In the household sector, the major loss is the damage to houses and apartments and building contents. In the business sector is damage to buildings, but most crucial was the loss of machinery and other productive capital. Physical infrastructure is often destroyed, including electricity, water, transport and access to land. Development aid alone cannot transform these earthquake-affected economies, and it is here that foreign direct investment (FDI) can be an instrumental tool to revitalize industries and rebuild infrastructures.
However, the impact of FDI varies with the ability of local stakeholders to take advantage of the potential benefits of FDI. In particular, the local regulatory framework has to provide for competitive conditions that are conducive to local entrepreneurship. Moreover, local individuals and firms need to have the ability to learn from foreign partners.
In Nepal the devastating earthquake of 25 April 2015, measuring 7.8 on the Richter scale, and the subsequent aftershocks led to economic and institutional devastation of vital infrastructure. According to National Planning Commission’s Post Disaster Needs Assessment, the earthquake is estimated to push an additional 2.5 to 3.5 per cent Nepalis into poverty in FY 2015-2016 with the total loss estimated at Rs. 706 billion. Prior to the earthquake, the situation was such that the country had only come out from a decade-long conflict and was laying the foundation for stability and growth. It was on track for MDGs targets and poverty level was taking a downward trend.
However, the earthquake has posed daunting challenges to the policymakers with the task of creating an integrated and comprehensive approach to post-earthquake reconstruction with a view to sustainable economic development. In attempting to meet these objectives, foreign direct investment (FDI) can complement internally generated revenue and foreign aid and generate added advantages, both tangible and intangible. FDI assists in creating employment opportunities, which are urgently needed to attain long-term economic stability.

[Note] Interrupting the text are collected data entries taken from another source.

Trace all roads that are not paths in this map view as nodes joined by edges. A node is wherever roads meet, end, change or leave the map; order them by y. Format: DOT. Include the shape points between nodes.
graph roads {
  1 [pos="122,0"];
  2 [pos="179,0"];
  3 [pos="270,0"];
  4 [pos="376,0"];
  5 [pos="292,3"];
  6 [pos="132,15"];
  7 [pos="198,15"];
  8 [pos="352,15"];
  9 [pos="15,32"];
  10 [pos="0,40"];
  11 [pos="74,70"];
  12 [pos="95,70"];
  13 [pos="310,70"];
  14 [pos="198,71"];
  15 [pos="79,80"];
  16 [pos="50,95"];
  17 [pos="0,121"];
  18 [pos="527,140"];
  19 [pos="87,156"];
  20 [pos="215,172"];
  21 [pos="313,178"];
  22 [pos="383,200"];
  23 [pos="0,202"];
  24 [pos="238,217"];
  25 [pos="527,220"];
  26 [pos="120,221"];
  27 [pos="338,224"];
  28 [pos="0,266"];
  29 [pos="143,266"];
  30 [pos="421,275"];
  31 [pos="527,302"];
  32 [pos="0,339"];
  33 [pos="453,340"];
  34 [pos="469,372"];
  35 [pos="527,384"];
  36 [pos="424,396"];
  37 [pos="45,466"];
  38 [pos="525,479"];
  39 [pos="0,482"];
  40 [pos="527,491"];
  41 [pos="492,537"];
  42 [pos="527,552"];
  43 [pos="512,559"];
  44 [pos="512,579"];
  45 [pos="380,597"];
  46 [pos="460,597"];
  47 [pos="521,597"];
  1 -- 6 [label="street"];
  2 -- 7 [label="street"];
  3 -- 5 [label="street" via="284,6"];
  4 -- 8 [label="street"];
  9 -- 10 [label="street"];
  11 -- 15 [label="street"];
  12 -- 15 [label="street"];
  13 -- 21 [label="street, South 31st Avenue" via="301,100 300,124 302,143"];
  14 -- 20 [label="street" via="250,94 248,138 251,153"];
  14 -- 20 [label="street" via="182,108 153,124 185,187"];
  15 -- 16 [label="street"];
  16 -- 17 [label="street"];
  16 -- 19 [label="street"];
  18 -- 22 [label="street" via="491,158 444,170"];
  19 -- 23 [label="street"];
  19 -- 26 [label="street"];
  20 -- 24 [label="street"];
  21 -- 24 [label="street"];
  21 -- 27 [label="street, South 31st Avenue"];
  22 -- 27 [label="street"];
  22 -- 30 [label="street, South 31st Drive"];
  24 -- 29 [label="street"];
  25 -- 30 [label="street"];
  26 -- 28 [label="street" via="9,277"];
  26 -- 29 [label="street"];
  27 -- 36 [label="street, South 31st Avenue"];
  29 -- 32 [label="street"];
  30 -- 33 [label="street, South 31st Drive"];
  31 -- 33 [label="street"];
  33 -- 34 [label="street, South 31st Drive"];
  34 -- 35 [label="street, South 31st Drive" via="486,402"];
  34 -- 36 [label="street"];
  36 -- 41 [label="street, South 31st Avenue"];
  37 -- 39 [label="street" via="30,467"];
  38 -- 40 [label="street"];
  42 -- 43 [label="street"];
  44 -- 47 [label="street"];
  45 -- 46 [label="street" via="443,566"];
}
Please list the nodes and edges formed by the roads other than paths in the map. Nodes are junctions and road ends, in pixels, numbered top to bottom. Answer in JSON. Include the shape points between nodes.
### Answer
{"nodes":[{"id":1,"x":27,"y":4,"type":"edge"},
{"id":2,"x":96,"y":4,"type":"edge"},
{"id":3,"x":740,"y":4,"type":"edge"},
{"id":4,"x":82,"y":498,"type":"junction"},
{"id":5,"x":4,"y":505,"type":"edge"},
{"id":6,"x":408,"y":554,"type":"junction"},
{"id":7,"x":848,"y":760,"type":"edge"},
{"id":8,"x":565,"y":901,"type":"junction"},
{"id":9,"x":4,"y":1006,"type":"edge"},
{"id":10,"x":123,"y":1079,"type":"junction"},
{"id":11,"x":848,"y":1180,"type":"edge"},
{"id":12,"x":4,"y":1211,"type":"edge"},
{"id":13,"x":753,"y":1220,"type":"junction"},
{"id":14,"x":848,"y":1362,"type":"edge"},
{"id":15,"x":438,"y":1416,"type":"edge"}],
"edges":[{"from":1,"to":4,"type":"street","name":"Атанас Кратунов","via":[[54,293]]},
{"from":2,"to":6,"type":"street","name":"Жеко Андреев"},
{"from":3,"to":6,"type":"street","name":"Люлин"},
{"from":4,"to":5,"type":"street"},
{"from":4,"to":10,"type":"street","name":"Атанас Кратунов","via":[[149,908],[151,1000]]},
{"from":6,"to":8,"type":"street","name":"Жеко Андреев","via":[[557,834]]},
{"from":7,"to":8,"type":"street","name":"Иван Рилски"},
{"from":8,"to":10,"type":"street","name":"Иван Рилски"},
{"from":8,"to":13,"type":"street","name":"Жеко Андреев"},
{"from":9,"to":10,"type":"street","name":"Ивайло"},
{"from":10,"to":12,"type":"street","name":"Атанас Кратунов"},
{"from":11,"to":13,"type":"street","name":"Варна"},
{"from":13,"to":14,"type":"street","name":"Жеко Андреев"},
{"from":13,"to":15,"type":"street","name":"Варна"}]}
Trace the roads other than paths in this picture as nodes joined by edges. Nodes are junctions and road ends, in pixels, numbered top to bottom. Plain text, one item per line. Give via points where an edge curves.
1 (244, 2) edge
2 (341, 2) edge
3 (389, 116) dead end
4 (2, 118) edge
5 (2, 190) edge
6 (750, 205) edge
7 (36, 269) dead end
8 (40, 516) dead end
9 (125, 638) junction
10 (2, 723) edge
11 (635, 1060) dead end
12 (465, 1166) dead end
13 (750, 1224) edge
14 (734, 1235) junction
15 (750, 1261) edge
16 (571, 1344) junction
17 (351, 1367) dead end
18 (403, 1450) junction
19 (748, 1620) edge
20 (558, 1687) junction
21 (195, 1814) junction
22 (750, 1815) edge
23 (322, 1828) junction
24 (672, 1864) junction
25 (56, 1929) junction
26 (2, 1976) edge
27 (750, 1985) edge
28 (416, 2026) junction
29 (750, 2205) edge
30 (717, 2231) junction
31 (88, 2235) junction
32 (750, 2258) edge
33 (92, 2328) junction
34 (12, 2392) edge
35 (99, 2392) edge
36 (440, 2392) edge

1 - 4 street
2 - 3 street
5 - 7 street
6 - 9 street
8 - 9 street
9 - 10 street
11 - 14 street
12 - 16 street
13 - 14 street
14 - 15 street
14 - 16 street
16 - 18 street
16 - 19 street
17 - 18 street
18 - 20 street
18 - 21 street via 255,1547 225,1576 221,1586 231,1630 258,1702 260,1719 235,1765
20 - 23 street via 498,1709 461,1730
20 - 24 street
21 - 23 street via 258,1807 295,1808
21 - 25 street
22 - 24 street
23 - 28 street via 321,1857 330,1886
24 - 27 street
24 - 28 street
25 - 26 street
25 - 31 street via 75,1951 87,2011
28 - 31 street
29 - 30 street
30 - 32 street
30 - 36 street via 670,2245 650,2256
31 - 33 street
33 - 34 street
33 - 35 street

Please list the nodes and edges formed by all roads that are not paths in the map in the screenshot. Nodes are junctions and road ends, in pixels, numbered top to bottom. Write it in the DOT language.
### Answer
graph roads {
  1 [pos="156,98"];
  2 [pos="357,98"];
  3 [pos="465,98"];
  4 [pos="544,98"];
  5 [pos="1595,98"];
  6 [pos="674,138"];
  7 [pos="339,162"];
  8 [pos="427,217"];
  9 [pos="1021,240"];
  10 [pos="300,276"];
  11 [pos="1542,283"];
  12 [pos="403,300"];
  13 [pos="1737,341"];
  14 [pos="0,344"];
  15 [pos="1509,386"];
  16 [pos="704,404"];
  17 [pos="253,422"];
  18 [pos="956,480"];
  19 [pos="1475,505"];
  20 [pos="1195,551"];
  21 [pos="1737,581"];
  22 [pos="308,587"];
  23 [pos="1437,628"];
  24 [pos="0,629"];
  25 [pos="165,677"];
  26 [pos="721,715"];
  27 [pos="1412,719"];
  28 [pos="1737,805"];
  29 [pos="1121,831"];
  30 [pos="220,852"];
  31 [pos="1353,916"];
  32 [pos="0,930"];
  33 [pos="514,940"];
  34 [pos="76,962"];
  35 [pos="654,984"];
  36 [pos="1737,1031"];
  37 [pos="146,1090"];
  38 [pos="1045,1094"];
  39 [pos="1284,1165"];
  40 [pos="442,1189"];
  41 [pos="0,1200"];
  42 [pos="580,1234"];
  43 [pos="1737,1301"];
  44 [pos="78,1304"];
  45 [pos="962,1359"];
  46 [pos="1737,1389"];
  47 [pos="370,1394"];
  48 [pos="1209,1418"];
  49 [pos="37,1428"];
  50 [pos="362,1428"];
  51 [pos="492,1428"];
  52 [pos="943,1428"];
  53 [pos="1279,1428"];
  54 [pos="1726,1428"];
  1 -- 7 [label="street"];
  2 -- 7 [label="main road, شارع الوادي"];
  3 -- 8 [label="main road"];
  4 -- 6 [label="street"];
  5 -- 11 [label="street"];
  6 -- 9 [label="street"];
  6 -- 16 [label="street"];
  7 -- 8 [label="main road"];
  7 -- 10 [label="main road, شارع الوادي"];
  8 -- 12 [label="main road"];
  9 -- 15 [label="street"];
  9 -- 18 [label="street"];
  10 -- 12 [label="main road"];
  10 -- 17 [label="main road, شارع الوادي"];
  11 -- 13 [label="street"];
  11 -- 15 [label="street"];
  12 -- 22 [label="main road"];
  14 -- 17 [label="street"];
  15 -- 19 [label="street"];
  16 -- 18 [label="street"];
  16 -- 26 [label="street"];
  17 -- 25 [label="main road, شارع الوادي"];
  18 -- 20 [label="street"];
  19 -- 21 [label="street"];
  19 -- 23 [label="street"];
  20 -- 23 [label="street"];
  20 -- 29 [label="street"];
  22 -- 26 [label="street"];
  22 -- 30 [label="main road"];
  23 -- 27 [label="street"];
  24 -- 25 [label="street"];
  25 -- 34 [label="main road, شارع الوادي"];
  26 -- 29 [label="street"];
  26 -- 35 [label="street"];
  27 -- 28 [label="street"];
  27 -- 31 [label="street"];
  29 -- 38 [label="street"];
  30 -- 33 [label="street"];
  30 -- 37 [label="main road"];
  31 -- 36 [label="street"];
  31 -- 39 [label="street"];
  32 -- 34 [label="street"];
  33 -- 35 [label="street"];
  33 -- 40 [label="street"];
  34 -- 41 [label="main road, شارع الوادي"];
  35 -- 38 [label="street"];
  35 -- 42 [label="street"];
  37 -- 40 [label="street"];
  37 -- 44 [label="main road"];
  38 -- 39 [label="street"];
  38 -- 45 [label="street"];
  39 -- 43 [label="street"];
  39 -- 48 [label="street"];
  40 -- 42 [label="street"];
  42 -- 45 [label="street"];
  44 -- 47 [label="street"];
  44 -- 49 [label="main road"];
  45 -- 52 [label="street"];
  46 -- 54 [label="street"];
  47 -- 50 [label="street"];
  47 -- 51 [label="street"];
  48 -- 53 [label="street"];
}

Nepal has not been able to draw on the potential technological and other contributions that FDI can make to the process of development. In this respect, a healthy enabling environment for business is paramount. The country should focus on infrastructure investment which is critical for economic growth and welfare. Infrastructure investment has the potential for increasing efficiency and competitiveness, and to promote both international linkages and domestic integration. However, obtaining the required financing on adequate terms is often a challenge, reflecting in part issues pertaining to the returns to infrastructure investment, government finance constraints, and long gestation periods. Likewise, policymakers need also to pay due attention in minimizing risks through good governance and capable institutions, high absorptive capacity and an effective regulatory framework. Although infrastructure is an area in which foreign investors used to shy away from investing in the past due to various risks associated with such projects resulting from long gestation and pay back periods, in the present context of Nepal, seeking FDI has become imperative.
Although Nepal has one of the most liberal investment regimes in the region, it has lagged behind many other developing countries in attracting FDI. There is urgent need for projecting a positive image of the country to prospective foreign investors highlighting measures undertaken for strengthening the legal framework, lowering transaction cost and improving investment climate.
However, it should be noted that presently Nepal, affected by the great earthquake, is not an ideal location for foreign investors to undertake projects as there are destroyed infrastructure and serious disruptions in economic activities, resulting in falling production and GDP—all factors that deter FDI.
Nevertheless, the country can take steps to actively pursue FDI, and to benefit from its potential contributions to investment, employment, public finances, macroeconomic stability, infrastructure, business development and economic growth in general.
To conclude, for 2015/16, the country’s urgent priority is to rebuild in a better way the areas devastated by the earthquake. In this respect, more foreign direct investment is needed to sustain the growth momentum.
In this respect, the Budget of 2015/16 has stated that the Foreign Investment and Technology Transfer Act would be revised to attract foreign investment and that Investment Forum would be organized for encouraging more investment. Still, various investment obstacles and possible reform measures must be resolved and implemented soon.
Dr. Pant is Director at Nepal Rastra Bank.